Pour finir, nous avons voulu illustrer l’impact conséquent du changement de pattern des premières réflexions au travers d’une voix :
- 17 Vox Plate 0 00:20
- 18 Vox Plate 7 00:20
- 19 Vox Plate 15 00:20
- 20 Vox Plate 24 00:20
- 21 Vox Plate 31 00:20
Comme vous pouvez le constater, il y a largement de quoi faire rien qu’en jouant sur cet unique paramètre.
Avant d’apposer un point final à ce banc d’essai, prenons un instant pour discuter du tarif de Seventh Heaven Professional et de sa déclinaison allégée.
M7 mercenaire ?
Commercialisé au prix de 249 £, soit un peu moins de 300 €, SHP n’est pas une réverbération à la portée de toutes les bourses. Ceci étant, compte tenu de la qualité sonore délivrée ainsi que de la facilité de mise en œuvre, ce tarif ne nous semble absolument pas exagéré. Il s’agit là d’un outil résolument professionnel qui satisfera à coup sûr les utilisateurs les plus exigeants, et cela se monnaye, point.
De plus, les MAOïstes moins fortunés peuvent tout de même goûter aux bienfaits de la bête grâce à la version « light » du plug-in, j’ai nommé Seventh Heaven. Pour seulement 59 £, soit environ 70 €, ce dernier propose une trentaine de presets issus de la M7 v1 qui sont rigoureusement identiques à ceux de la version Professionnal. Seventh Heaven offre évidemment beaucoup moins d’options de sculpture sonore que son grand frère, mais il y a déjà largement de quoi obtenir des rendus de haute volée. Que demande le Peuple ?
M7 sur 7
Pour conclure ce test, permettez-moi d’abandonner le « nous » journalistique de distanciation pour revenir à un « je » beaucoup plus personnel. Comme vous devez vous en douter, Seventh Heaven Professional m’a littéralement conquis ! Depuis la première fois où j’ai pu faire mumuse avec une véritable M7, je rêve d’avoir les moyens de m’en offrir une pour mon petit studio personnel. Malheureusement, si je parviens à vivre relativement confortablement de mes activités musicales, cette réverbération hardware hors-norme reste tout de même largement au-dessus de mes moyens. Et voilà qu’aujourd’hui, pour une fraction du prix, LiquidSonics me permet d’obtenir via un plug-in une qualité sonore qui n’a vraiment pas à rougir face au modèle original. Dieu que la vie est Belle !

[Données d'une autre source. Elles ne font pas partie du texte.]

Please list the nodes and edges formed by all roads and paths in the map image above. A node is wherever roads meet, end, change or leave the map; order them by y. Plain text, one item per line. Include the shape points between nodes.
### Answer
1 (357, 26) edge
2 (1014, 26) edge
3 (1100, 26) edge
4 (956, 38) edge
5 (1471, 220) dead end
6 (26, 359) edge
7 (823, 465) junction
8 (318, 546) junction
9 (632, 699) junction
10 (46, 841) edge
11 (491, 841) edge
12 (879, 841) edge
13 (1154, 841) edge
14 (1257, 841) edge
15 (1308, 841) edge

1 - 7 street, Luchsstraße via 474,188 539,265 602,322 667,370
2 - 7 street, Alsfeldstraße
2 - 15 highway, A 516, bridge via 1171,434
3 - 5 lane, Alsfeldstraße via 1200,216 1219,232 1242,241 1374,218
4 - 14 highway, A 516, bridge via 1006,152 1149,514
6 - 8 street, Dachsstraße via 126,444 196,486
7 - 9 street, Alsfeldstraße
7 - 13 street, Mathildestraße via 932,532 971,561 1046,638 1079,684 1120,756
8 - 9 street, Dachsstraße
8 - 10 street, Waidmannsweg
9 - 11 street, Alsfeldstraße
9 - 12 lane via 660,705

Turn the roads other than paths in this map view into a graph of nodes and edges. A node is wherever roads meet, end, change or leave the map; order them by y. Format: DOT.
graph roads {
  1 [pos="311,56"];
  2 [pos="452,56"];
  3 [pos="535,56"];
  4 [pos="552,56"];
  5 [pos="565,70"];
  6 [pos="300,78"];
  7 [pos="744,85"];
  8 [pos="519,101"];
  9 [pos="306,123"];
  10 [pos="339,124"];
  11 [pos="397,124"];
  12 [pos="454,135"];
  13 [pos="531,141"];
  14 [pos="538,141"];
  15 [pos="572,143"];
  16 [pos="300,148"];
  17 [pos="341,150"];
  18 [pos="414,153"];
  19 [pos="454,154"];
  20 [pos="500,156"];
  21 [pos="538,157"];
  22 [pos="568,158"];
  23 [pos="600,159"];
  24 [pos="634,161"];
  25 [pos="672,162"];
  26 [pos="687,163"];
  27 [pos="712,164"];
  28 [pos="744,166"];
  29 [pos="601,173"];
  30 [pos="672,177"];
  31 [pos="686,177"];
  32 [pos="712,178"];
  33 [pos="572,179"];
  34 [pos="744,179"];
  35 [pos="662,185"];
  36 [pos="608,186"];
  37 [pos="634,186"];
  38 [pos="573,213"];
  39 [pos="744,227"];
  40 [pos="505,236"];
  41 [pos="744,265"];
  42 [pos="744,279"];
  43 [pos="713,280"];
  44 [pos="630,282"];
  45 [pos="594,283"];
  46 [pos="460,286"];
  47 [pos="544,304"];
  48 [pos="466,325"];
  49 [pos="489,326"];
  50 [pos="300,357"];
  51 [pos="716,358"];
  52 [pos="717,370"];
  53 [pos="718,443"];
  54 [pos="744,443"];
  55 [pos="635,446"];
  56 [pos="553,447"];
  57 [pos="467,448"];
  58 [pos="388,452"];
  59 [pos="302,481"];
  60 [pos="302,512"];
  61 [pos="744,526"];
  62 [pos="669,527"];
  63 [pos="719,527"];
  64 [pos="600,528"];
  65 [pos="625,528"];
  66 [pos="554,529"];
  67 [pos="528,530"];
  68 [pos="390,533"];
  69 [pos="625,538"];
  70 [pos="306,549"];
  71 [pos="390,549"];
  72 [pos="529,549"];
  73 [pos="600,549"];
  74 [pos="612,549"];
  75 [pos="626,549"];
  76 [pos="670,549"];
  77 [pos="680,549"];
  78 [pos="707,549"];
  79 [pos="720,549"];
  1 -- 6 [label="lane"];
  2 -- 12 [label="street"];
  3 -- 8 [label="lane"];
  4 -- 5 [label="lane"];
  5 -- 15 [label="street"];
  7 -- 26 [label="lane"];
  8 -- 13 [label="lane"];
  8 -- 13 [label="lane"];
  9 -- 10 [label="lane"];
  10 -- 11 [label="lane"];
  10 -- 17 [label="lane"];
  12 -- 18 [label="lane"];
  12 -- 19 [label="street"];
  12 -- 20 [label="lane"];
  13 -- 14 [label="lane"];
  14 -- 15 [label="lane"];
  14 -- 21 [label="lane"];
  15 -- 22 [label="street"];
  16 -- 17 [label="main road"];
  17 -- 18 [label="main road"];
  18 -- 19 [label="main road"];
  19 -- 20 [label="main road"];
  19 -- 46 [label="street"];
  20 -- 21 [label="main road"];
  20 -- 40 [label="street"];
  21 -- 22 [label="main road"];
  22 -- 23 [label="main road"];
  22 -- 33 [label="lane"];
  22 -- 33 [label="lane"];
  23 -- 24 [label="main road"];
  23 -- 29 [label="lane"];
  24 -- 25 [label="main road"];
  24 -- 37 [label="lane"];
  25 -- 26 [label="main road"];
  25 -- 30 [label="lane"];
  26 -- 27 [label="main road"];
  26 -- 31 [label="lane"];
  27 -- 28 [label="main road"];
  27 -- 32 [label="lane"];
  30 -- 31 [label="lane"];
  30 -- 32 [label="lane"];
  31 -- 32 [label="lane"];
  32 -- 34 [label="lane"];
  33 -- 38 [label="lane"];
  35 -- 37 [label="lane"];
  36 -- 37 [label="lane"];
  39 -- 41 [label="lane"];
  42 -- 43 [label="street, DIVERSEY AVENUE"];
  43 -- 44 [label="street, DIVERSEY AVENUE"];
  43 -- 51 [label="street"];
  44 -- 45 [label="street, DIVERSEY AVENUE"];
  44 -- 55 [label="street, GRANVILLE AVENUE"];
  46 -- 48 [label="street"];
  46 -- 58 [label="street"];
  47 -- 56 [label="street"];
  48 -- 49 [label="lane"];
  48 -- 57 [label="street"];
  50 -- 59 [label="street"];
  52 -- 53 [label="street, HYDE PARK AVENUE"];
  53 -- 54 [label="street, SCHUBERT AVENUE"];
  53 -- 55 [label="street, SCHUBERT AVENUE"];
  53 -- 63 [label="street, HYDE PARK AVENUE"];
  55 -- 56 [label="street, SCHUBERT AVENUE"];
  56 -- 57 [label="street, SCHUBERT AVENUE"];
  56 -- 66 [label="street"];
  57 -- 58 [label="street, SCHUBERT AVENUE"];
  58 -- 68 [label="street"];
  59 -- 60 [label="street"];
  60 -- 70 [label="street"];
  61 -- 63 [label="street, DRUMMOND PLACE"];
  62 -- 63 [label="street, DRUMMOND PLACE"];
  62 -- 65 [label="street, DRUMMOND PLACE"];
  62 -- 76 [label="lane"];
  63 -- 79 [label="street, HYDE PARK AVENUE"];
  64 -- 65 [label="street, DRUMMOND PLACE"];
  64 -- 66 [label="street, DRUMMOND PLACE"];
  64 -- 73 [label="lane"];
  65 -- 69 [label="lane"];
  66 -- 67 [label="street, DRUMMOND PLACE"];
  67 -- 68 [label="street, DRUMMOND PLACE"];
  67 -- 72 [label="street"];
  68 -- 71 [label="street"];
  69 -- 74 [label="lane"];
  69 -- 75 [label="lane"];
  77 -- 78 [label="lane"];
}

En toute honnêteté, Seventh Heaven Professional m’a tellement subjugué que je suis quasiment certain d’en avoir perdu une bonne partie de mon objectivité. C’est pourquoi je vous invite fortement à télécharger la version d’évaluation afin de vous forger votre propre opinion. Pour ma part, je lui accorde un score parfait ainsi qu’un Award Valeur Sûre. Cela fait maintenant presque cinq ans que je rédige des bancs d’essai pour Audiofanzine et il me semble bien que c’est la première fois que j’attribue un tel score, mais je le fais sans hésiter une seule seconde car, pour moi, SHP est tout simplement la meilleure réverbération logicielle disponible actuellement.